EXERCISE OBJECTIVE – List every line below containing "nodes".
Start of THE INPUT
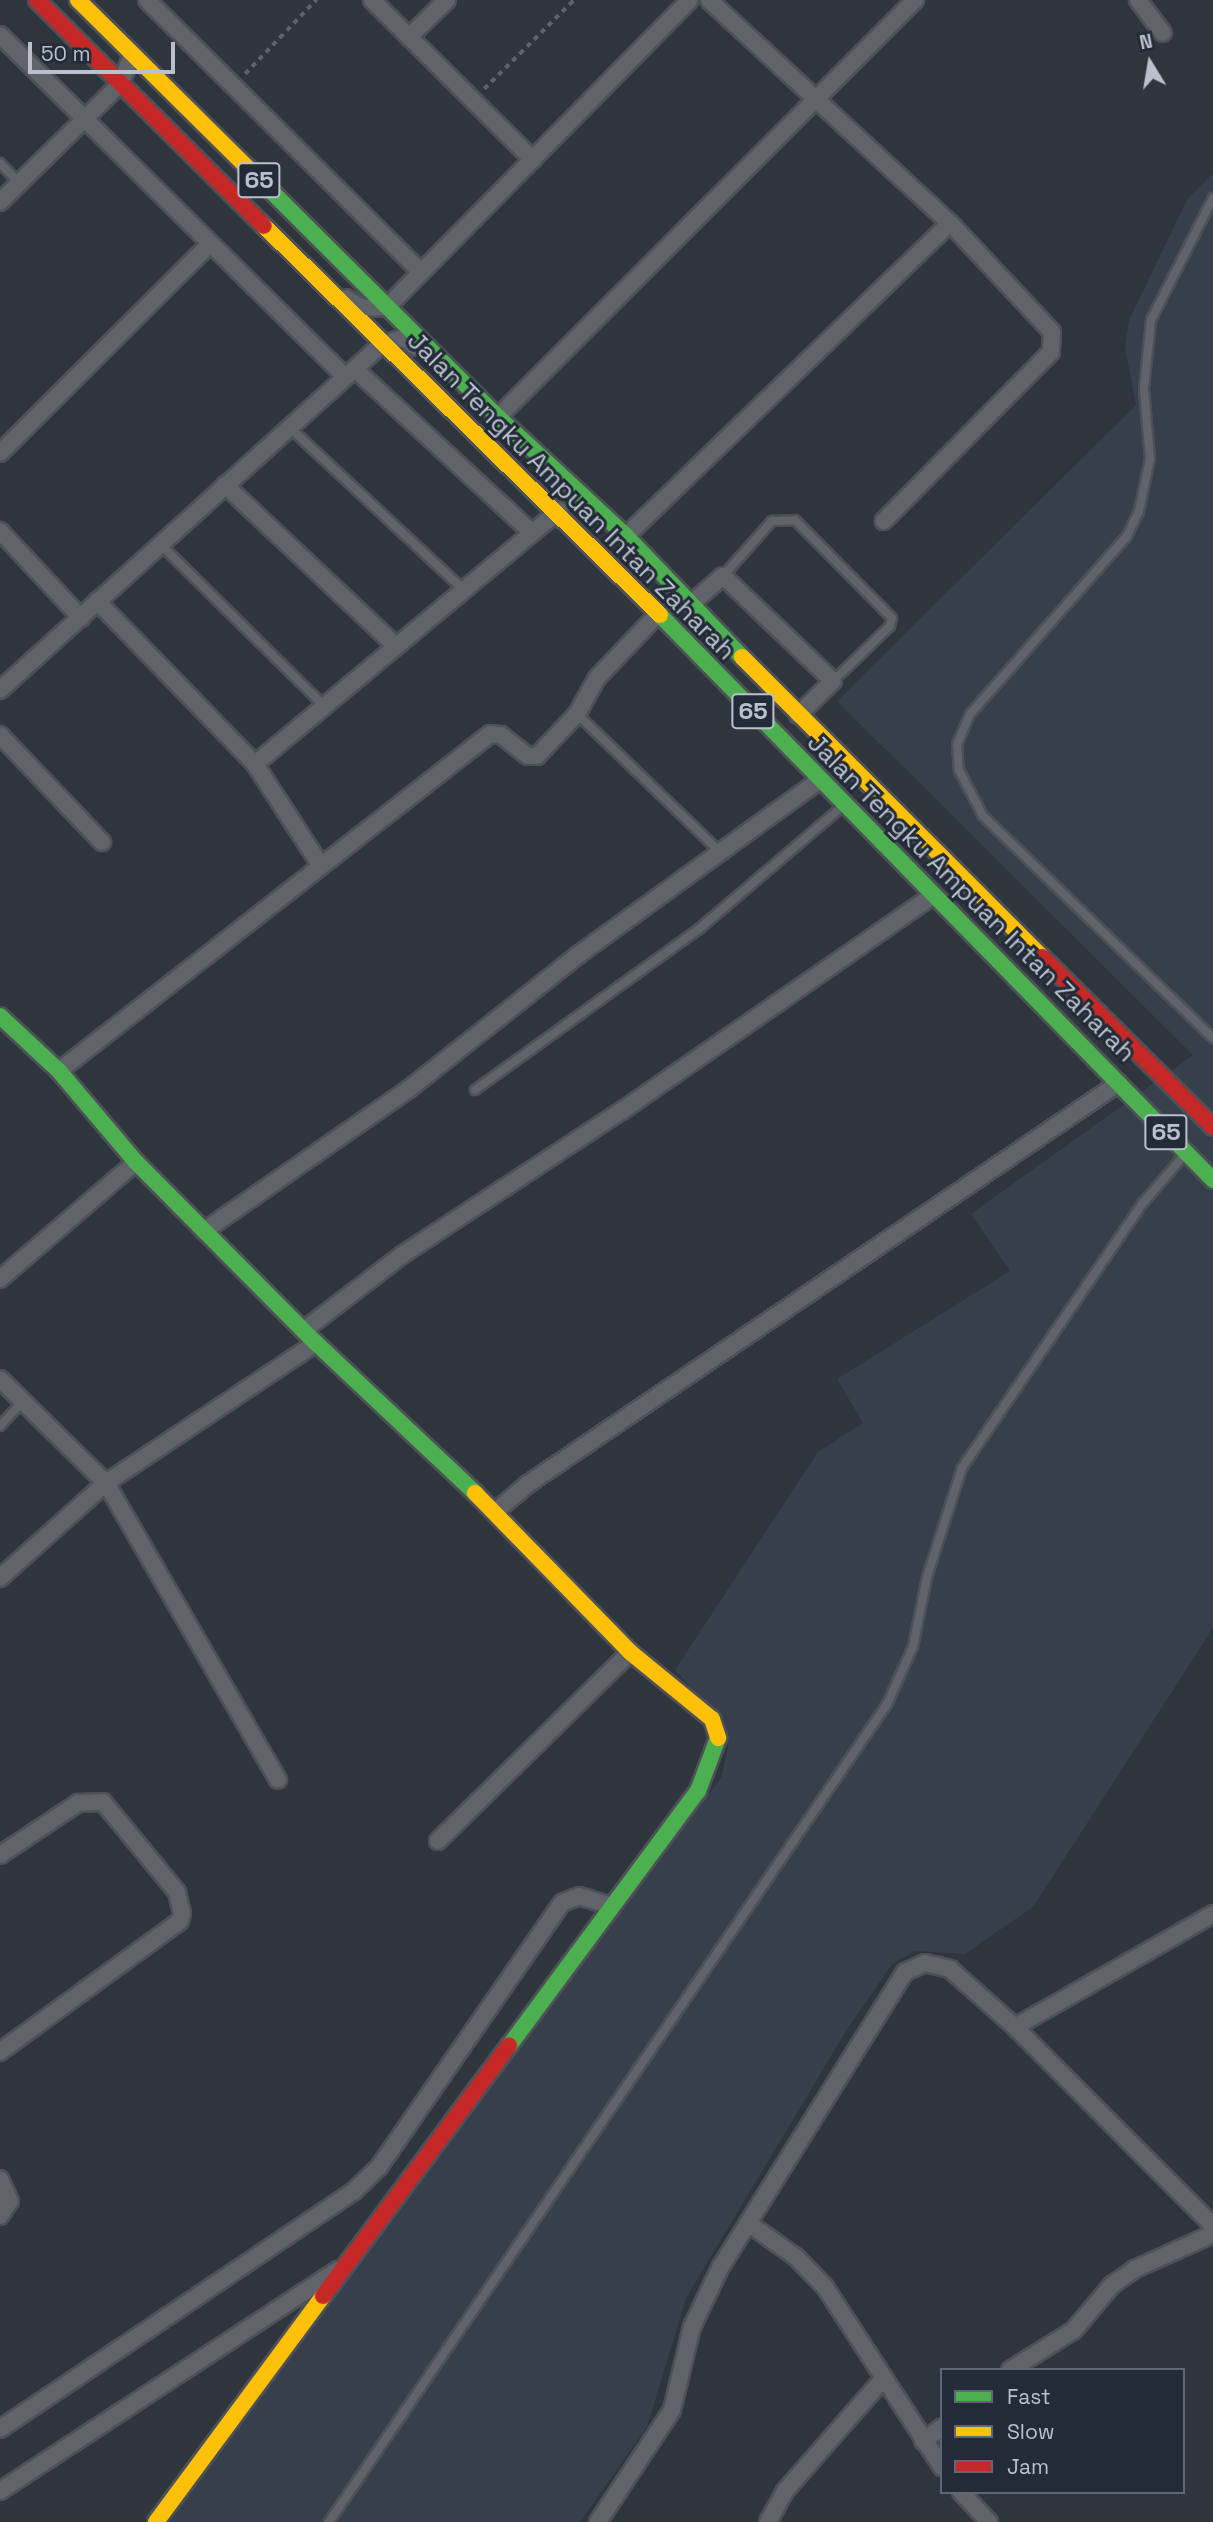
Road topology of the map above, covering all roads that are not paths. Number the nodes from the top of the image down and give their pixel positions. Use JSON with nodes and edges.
{"nodes":[{"id":1,"x":37,"y":0,"type":"edge"},
{"id":2,"x":79,"y":0,"type":"edge"},
{"id":3,"x":147,"y":0,"type":"edge"},
{"id":4,"x":372,"y":0,"type":"edge"},
{"id":5,"x":447,"y":0,"type":"edge"},
{"id":6,"x":690,"y":0,"type":"edge"},
{"id":7,"x":709,"y":0,"type":"edge"},
{"id":8,"x":915,"y":0,"type":"edge"},
{"id":9,"x":1138,"y":0,"type":"edge"},
{"id":10,"x":1163,"y":33,"type":"dead end"},
{"id":11,"x":0,"y":35,"type":"edge"},
{"id":12,"x":409,"y":37,"type":"junction"},
{"id":13,"x":132,"y":54,"type":"junction"},
{"id":14,"x":121,"y":83,"type":"junction"},
{"id":15,"x":811,"y":99,"type":"junction"},
{"id":16,"x":83,"y":119,"type":"junction"},
{"id":17,"x":533,"y":160,"type":"junction"},
{"id":18,"x":0,"y":163,"type":"edge"},
{"id":19,"x":19,"y":183,"type":"junction"},
{"id":20,"x":1213,"y":198,"type":"edge"},
{"id":21,"x":0,"y":202,"type":"edge"},
{"id":22,"x":950,"y":223,"type":"junction"},
{"id":23,"x":210,"y":244,"type":"junction"},
{"id":24,"x":421,"y":272,"type":"junction"},
{"id":25,"x":323,"y":284,"type":"junction"},
{"id":26,"x":387,"y":306,"type":"junction"},
{"id":27,"x":382,"y":344,"type":"junction"},
{"id":28,"x":350,"y":373,"type":"junction"},
{"id":29,"x":498,"y":417,"type":"junction"},
{"id":30,"x":289,"y":428,"type":"junction"},
{"id":31,"x":515,"y":432,"type":"junction"},
{"id":32,"x":0,"y":453,"type":"edge"},
{"id":33,"x":225,"y":485,"type":"junction"},
{"id":34,"x":559,"y":511,"type":"junction"},
{"id":35,"x":884,"y":522,"type":"dead end"},
{"id":36,"x":0,"y":531,"type":"edge"},
{"id":37,"x":532,"y":533,"type":"junction"},
{"id":38,"x":626,"y":536,"type":"junction"},
{"id":39,"x":160,"y":544,"type":"junction"},
{"id":40,"x":723,"y":576,"type":"junction"},
{"id":41,"x":464,"y":590,"type":"junction"},
{"id":42,"x":97,"y":601,"type":"junction"},
{"id":43,"x":691,"y":603,"type":"junction"},
{"id":44,"x":658,"y":614,"type":"junction"},
{"id":45,"x":81,"y":618,"type":"junction"},
{"id":46,"x":396,"y":646,"type":"junction"},
{"id":47,"x":833,"y":681,"type":"junction"},
{"id":48,"x":0,"y":690,"type":"edge"},
{"id":49,"x":324,"y":706,"type":"junction"},
{"id":50,"x":577,"y":714,"type":"junction"},
{"id":51,"x":799,"y":715,"type":"junction"},
{"id":52,"x":0,"y":735,"type":"edge"},
{"id":53,"x":255,"y":764,"type":"junction"},
{"id":54,"x":820,"y":780,"type":"junction"},
{"id":55,"x":845,"y":805,"type":"junction"},
{"id":56,"x":102,"y":842,"type":"dead end"},
{"id":57,"x":722,"y":854,"type":"junction"},
{"id":58,"x":321,"y":866,"type":"junction"},
{"id":59,"x":933,"y":895,"type":"junction"},
{"id":60,"x":0,"y":1016,"type":"edge"},
{"id":61,"x":1213,"y":1038,"type":"edge"},
{"id":62,"x":1149,"y":1063,"type":"junction"},
{"id":63,"x":59,"y":1071,"type":"junction"},
{"id":64,"x":1119,"y":1083,"type":"junction"},
{"id":65,"x":475,"y":1090,"type":"dead end"},
{"id":66,"x":1213,"y":1128,"type":"edge"},
{"id":67,"x":1186,"y":1153,"type":"junction"},
{"id":68,"x":136,"y":1162,"type":"junction"},
{"id":69,"x":1213,"y":1180,"type":"edge"},
{"id":70,"x":205,"y":1231,"type":"junction"},
{"id":71,"x":0,"y":1279,"type":"edge"},
{"id":72,"x":303,"y":1330,"type":"junction"},
{"id":73,"x":316,"y":1343,"type":"junction"},
{"id":74,"x":0,"y":1379,"type":"edge"},
{"id":75,"x":23,"y":1401,"type":"junction"},
{"id":76,"x":0,"y":1426,"type":"edge"},
{"id":77,"x":106,"y":1483,"type":"junction"},
{"id":78,"x":495,"y":1512,"type":"junction"},
{"id":79,"x":0,"y":1578,"type":"edge"},
{"id":80,"x":630,"y":1652,"type":"junction"},
{"id":81,"x":278,"y":1780,"type":"dead end"},
{"id":82,"x":438,"y":1841,"type":"dead end"},
{"id":83,"x":0,"y":1855,"type":"edge"},
{"id":84,"x":609,"y":1905,"type":"junction"},
{"id":85,"x":1213,"y":1914,"type":"edge"},
{"id":86,"x":1015,"y":2026,"type":"junction"},
{"id":87,"x":0,"y":2052,"type":"edge"},
{"id":88,"x":0,"y":2179,"type":"edge"},
{"id":89,"x":0,"y":2216,"type":"edge"},
{"id":90,"x":748,"y":2223,"type":"junction"},
{"id":91,"x":1213,"y":2226,"type":"edge"},
{"id":92,"x":1213,"y":2234,"type":"edge"},
{"id":93,"x":341,"y":2268,"type":"junction"},
{"id":94,"x":1013,"y":2368,"type":"edge"},
{"id":95,"x":884,"y":2378,"type":"junction"},
{"id":96,"x":940,"y":2428,"type":"edge"},
{"id":97,"x":0,"y":2429,"type":"edge"},
{"id":98,"x":923,"y":2441,"type":"junction"},
{"id":99,"x":940,"y":2464,"type":"edge"},
{"id":100,"x":0,"y":2491,"type":"edge"},
{"id":101,"x":963,"y":2494,"type":"edge"},
{"id":102,"x":156,"y":2522,"type":"edge"},
{"id":103,"x":329,"y":2522,"type":"edge"},
{"id":104,"x":598,"y":2522,"type":"edge"},
{"id":105,"x":768,"y":2522,"type":"edge"},
{"id":106,"x":989,"y":2522,"type":"edge"}],
"edges":[{"from":1,"to":14,"type":"main road","name":"Jalan Tengku Ampuan Intan Zaharah","number":"65"},
{"from":2,"to":13,"type":"main road","name":"Jalan Tengku Ampuan Intan Zaharah","number":"65"},
{"from":3,"to":24,"type":"street"},
{"from":4,"to":12,"type":"street"},
{"from":5,"to":12,"type":"street"},
{"from":6,"to":17,"type":"street"},
{"from":7,"to":15,"type":"street"},
{"from":8,"to":15,"type":"street"},
{"from":9,"to":10,"type":"street"},
{"from":11,"to":16,"type":"street"},
{"from":12,"to":17,"type":"street"},
{"from":13,"to":14,"type":"street"},
{"from":13,"to":26,"type":"main road","name":"Jalan Tengku Ampuan Intan Zaharah","number":"65"},
{"from":14,"to":16,"type":"street"},
{"from":14,"to":25,"type":"main road","name":"Jalan Tengku Ampuan Intan Zaharah","number":"65"},
{"from":15,"to":22,"type":"street"},
{"from":15,"to":29,"type":"street"},
{"from":16,"to":19,"type":"street"},
{"from":16,"to":23,"type":"street"},
{"from":17,"to":24,"type":"street"},
{"from":18,"to":19,"type":"lane"},
{"from":19,"to":21,"type":"street"},
{"from":20,"to":61,"type":"lane"},
{"from":22,"to":35,"type":"street"},
{"from":22,"to":38,"type":"street"},
{"from":23,"to":28,"type":"street"},
{"from":23,"to":32,"type":"street"},
{"from":24,"to":26,"type":"street"},
{"from":25,"to":26,"type":"street"},
{"from":25,"to":27,"type":"main road","name":"Jalan Tengku Ampuan Intan Zaharah","number":"65"},
{"from":26,"to":29,"type":"main road","name":"Jalan Tengku Ampuan Intan Zaharah","number":"65"},
{"from":27,"to":28,"type":"street"},
{"from":27,"to":31,"type":"street"},
{"from":27,"to":34,"type":"main road","name":"Jalan Tengku Ampuan Intan Zaharah","number":"65"},
{"from":28,"to":30,"type":"street"},
{"from":28,"to":37,"type":"street"},
{"from":29,"to":31,"type":"main road","name":"Jalan Tengku Ampuan Intan Zaharah","number":"65"},
{"from":30,"to":33,"type":"street"},
{"from":30,"to":41,"type":"lane"},
{"from":31,"to":38,"type":"main road","name":"Jalan Tengku Ampuan Intan Zaharah","number":"65"},
{"from":33,"to":39,"type":"street"},
{"from":33,"to":46,"type":"street"},
{"from":34,"to":37,"type":"street"},
{"from":34,"to":44,"type":"main road","name":"Jalan Tengku Ampuan Intan Zaharah","number":"65"},
{"from":36,"to":45,"type":"street"},
{"from":37,"to":41,"type":"street"},
{"from":38,"to":43,"type":"main road","name":"Jalan Tengku Ampuan Intan Zaharah","number":"65"},
{"from":39,"to":42,"type":"street"},
{"from":39,"to":49,"type":"lane"},
{"from":40,"to":43,"type":"street"},
{"from":40,"to":47,"type":"street"},
{"from":40,"to":47,"type":"lane"},
{"from":41,"to":46,"type":"street"},
{"from":42,"to":45,"type":"street"},
{"from":42,"to":53,"type":"street"},
{"from":43,"to":51,"type":"main road","name":"Jalan Tengku Ampuan Intan Zaharah","number":"65"},
{"from":44,"to":50,"type":"street"},
{"from":44,"to":54,"type":"main road","name":"Jalan Tengku Ampuan Intan Zaharah","number":"65"},
{"from":45,"to":48,"type":"street"},
{"from":46,"to":49,"type":"street"},
{"from":47,"to":51,"type":"street"},
{"from":49,"to":53,"type":"street"},
{"from":50,"to":57,"type":"lane"},
{"from":50,"to":58,"type":"street"},
{"from":51,"to":62,"type":"main road","name":"Jalan Tengku Ampuan Intan Zaharah","number":"65"},
{"from":52,"to":56,"type":"street"},
{"from":53,"to":58,"type":"street"},
{"from":54,"to":55,"type":"main road","name":"Jalan Tengku Ampuan Intan Zaharah","number":"65"},
{"from":54,"to":57,"type":"street"},
{"from":55,"to":59,"type":"main road","name":"Jalan Tengku Ampuan Intan Zaharah","number":"65"},
{"from":55,"to":65,"type":"lane"},
{"from":57,"to":70,"type":"street"},
{"from":58,"to":63,"type":"street"},
{"from":59,"to":64,"type":"main road","name":"Jalan Tengku Ampuan Intan Zaharah","number":"65"},
{"from":59,"to":72,"type":"street"},
{"from":60,"to":63,"type":"main road"},
{"from":62,"to":64,"type":"main road"},
{"from":62,"to":66,"type":"main road","name":"Jalan Tengku Ampuan Intan Zaharah","number":"65"},
{"from":63,"to":68,"type":"main road"},
{"from":64,"to":67,"type":"main road","name":"Jalan Tengku Ampuan Intan Zaharah","number":"65"},
{"from":64,"to":78,"type":"street"},
{"from":67,"to":69,"type":"main road","name":"Jalan Tengku Ampuan Intan Zaharah","number":"65"},
{"from":67,"to":103,"type":"lane"},
{"from":68,"to":70,"type":"main road"},
{"from":68,"to":71,"type":"street"},
{"from":70,"to":72,"type":"main road"},
{"from":72,"to":73,"type":"main road"},
{"from":73,"to":77,"type":"street"},
{"from":73,"to":78,"type":"main road"},
{"from":74,"to":75,"type":"street"},
{"from":75,"to":76,"type":"lane"},
{"from":75,"to":77,"type":"street"},
{"from":77,"to":79,"type":"street"},
{"from":77,"to":81,"type":"street"},
{"from":78,"to":80,"type":"main road"},
{"from":80,"to":82,"type":"street"},
{"from":80,"to":84,"type":"main road"},
{"from":83,"to":87,"type":"street"},
{"from":84,"to":93,"type":"main road"},
{"from":84,"to":97,"type":"street"},
{"from":85,"to":86,"type":"street"},
{"from":86,"to":90,"type":"street"},
{"from":86,"to":91,"type":"street"},
{"from":88,"to":89,"type":"street"},
{"from":90,"to":95,"type":"street"},
{"from":90,"to":104,"type":"street"},
{"from":92,"to":94,"type":"street"},
{"from":93,"to":100,"type":"street"},
{"from":93,"to":102,"type":"main road"},
{"from":95,"to":98,"type":"street"},
{"from":95,"to":105,"type":"street"},
{"from":96,"to":98,"type":"street"},
{"from":98,"to":99,"type":"street"},
{"from":101,"to":106,"type":"street"}]}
End of THE INPUT
ANSWER SPACE –
Road topology of the map above, covering all roads that are not paths. Number the nodes from the top of the image down and give their pixel positions. Use JSON with nodes and edges.
{"nodes":[{"id":1,"x":37,"y":0,"type":"edge"},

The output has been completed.